The sample mean is n*p  = 41.6 and the standard deviation is the square root of n*p*q = SQRT (130*.32*.68) = 5.31

We'd find the z-score just like we do if the data were continuous (this data is discrete binary since results were plan or not plan to go into general practice ). To account for the discreteness of the data we have to apply what's called a continuity correction (like making discrete data continuous) by adding .5 to the test mean. The school's claim is that MORE than 28% will go on to be general practitioners. In our sample, 28% is .28*130 = 36.4, and we add .5 to this making it 36.9.

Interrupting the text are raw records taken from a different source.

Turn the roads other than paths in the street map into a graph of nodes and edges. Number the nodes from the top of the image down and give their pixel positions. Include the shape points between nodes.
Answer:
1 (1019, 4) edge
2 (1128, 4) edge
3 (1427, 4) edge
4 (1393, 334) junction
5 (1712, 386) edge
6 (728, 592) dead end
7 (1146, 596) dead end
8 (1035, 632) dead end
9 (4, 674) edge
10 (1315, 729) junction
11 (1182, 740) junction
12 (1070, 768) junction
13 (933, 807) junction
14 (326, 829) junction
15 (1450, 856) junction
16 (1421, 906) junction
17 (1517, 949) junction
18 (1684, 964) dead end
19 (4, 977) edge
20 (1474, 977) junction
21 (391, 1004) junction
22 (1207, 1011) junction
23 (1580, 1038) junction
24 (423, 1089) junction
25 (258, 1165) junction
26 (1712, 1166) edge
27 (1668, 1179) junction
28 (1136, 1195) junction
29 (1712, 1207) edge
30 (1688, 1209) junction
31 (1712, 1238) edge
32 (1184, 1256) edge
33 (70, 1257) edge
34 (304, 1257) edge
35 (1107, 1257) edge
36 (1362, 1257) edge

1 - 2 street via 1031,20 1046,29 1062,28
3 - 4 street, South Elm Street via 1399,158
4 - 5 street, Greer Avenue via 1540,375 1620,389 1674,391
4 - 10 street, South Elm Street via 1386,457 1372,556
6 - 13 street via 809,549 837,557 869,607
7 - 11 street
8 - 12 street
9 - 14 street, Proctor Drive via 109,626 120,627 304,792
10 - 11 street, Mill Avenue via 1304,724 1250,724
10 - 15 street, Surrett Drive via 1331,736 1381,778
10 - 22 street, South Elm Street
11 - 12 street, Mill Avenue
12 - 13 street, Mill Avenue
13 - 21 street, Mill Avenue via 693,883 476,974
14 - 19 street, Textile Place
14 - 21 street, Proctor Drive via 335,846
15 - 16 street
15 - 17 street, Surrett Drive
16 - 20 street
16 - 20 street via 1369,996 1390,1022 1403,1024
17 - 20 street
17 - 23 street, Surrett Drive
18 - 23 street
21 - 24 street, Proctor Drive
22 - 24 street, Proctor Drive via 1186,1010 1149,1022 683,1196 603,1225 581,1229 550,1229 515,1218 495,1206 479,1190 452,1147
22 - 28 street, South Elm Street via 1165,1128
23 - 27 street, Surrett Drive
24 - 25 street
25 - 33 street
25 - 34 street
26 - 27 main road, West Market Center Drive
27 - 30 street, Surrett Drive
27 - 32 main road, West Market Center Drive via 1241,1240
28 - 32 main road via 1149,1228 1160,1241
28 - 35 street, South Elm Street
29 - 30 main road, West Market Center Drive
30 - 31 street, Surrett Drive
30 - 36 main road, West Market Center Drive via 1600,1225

The z-score is then calculated as the sample mean minus the test mean all divided by the standard deviation (41.6-36.9)/5.31 = .885.  To find this area, which will give us the p-value, we can use the z-score to percentile calculator and select 1-sided area, this gets an area of 81.19. In other words, the probability more than 28% of the students would go on to general practice is 81.19% given our sample data.

To check our assumptions, we can use the Binomial probabilities directly. Using the Excel function =BINOMDIST(41.9,130,0.28,TRUE) gets us 84.1%, which is pretty close to the 81.19% approximation.  So there is likely between an 81.19 and 84% probability that more than 28% of students will go on to general practice.

If we set the null hypothesis as less than or equal to 28% of students will go on to general practice, our p-value is .188 (which is just 1-.8119), with the typical alpha of .05 we could not reject the null-hypothesis.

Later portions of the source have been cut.